Spot The Speculator #44 – “The adage ‘better late than never’ always applies to home buying.”

“Looking back my biggest money mistake was waiting too long to buy a house. I also bought Nortel stock and lost money, but missing out on long-term housing price gains was far more costly. The irony is that at the time, in my 20s, I was an economist at the federal housing agency CMHC specializing in analyzing the housing market. You would think I would have taken quick advantage of home ownership. But in my years following graduation from the University of British Columbia, I was more interested in spending than saving and since buying a house requires a down payment, it seemed a large hurdle. Spending was easier since making the minimum payment to the credit card company was all that was required to keep the debt at bay. Eventually I saw the light, paid off my credit card and car loan and began to save for a down payment. Eventually I bought a semi-detached condominium in downtown Vancouver for $200,000 and the benefits were immediate.

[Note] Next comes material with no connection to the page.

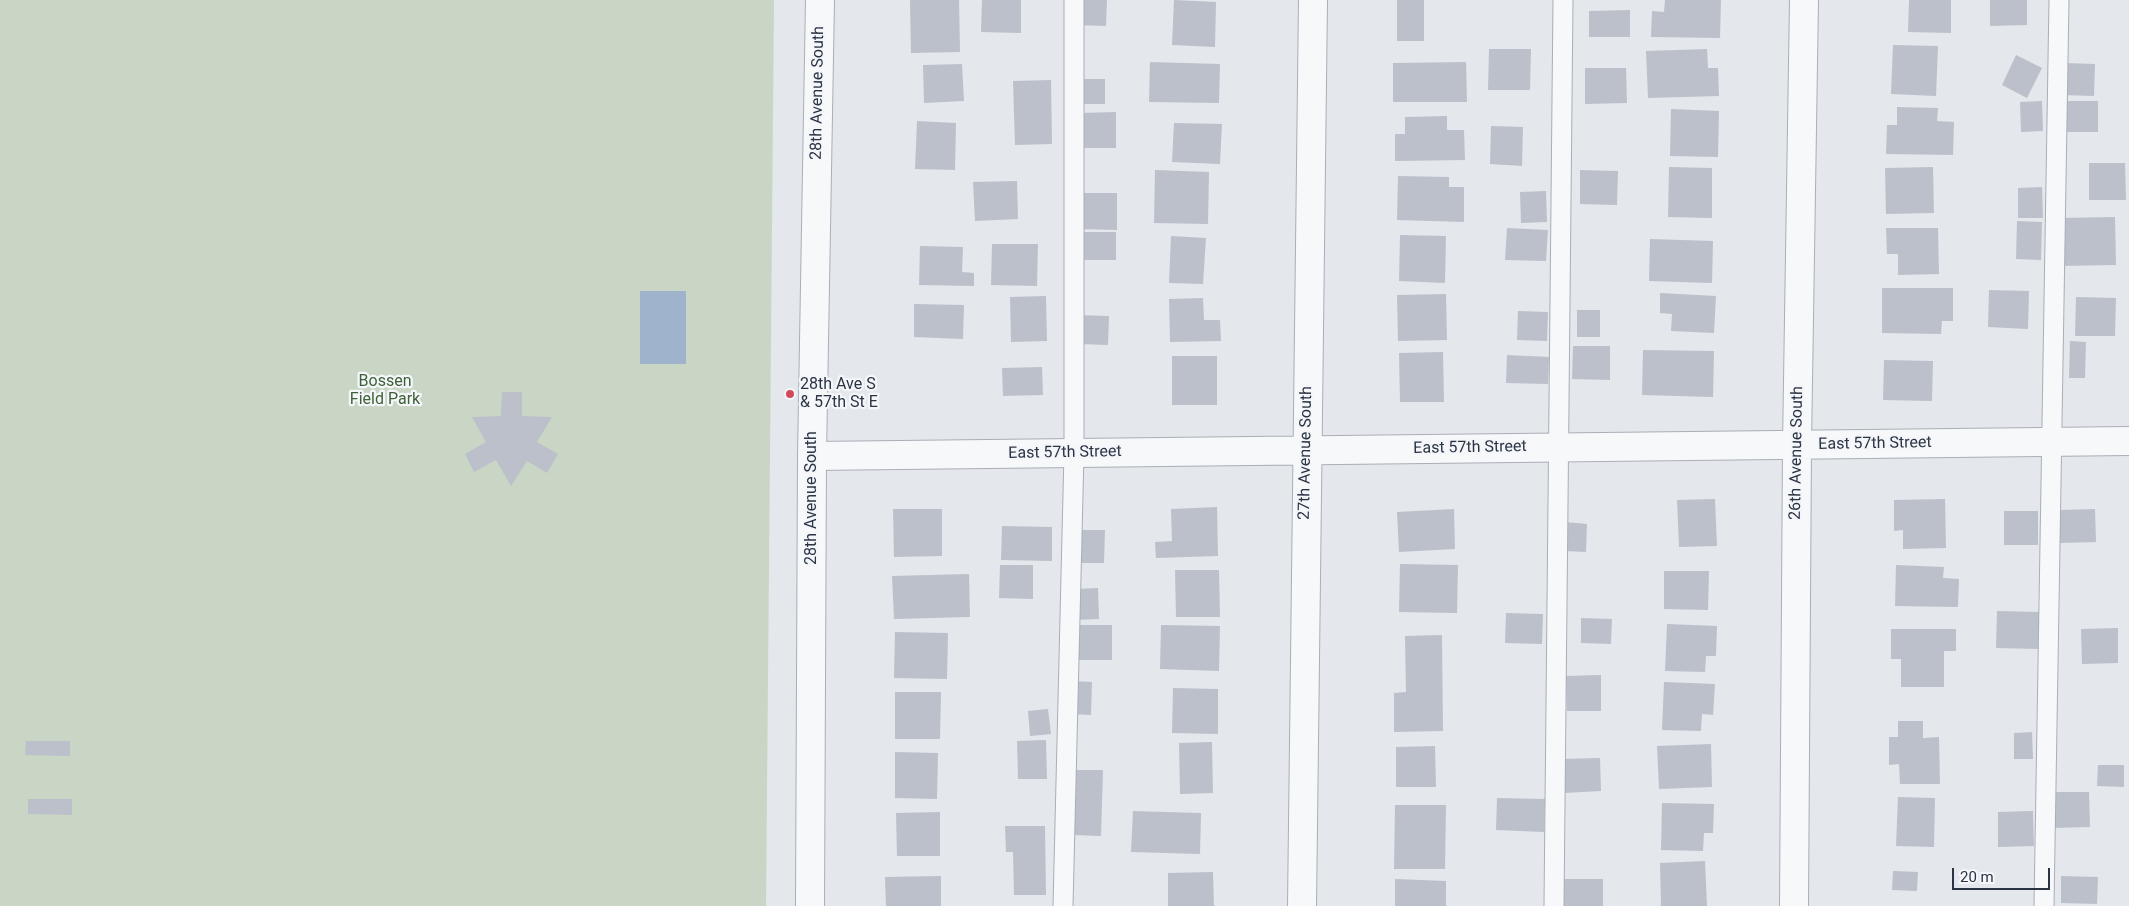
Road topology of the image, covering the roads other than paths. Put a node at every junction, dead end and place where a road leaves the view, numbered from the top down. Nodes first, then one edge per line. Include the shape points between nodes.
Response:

Here are three reasons why buying a house is a good idea:

1. You build equity
The amount you owe declines with each mortgage payment.
The difference between what you paid and what you owe is your equity and it is one of the most valuable assets most family’s have. The sooner you start, the faster your equity grows.

2. It is an appreciating asset
Home prices decline when the economy turns down, but the long-term trend has been and will continue to be rising prices. The reason is supply and demand. As someone once remarked – “Buy land. They ain’t making any more of the stuff.” Land supply constraints for residential development exist in most markets.

3. Demographics trends are favourable.
Meanwhile, there is population growth it producing demand. Canada has 34 million people now. In 1961 it was about 18 million.

These three trends underpin the long-term upward trend in housing prices.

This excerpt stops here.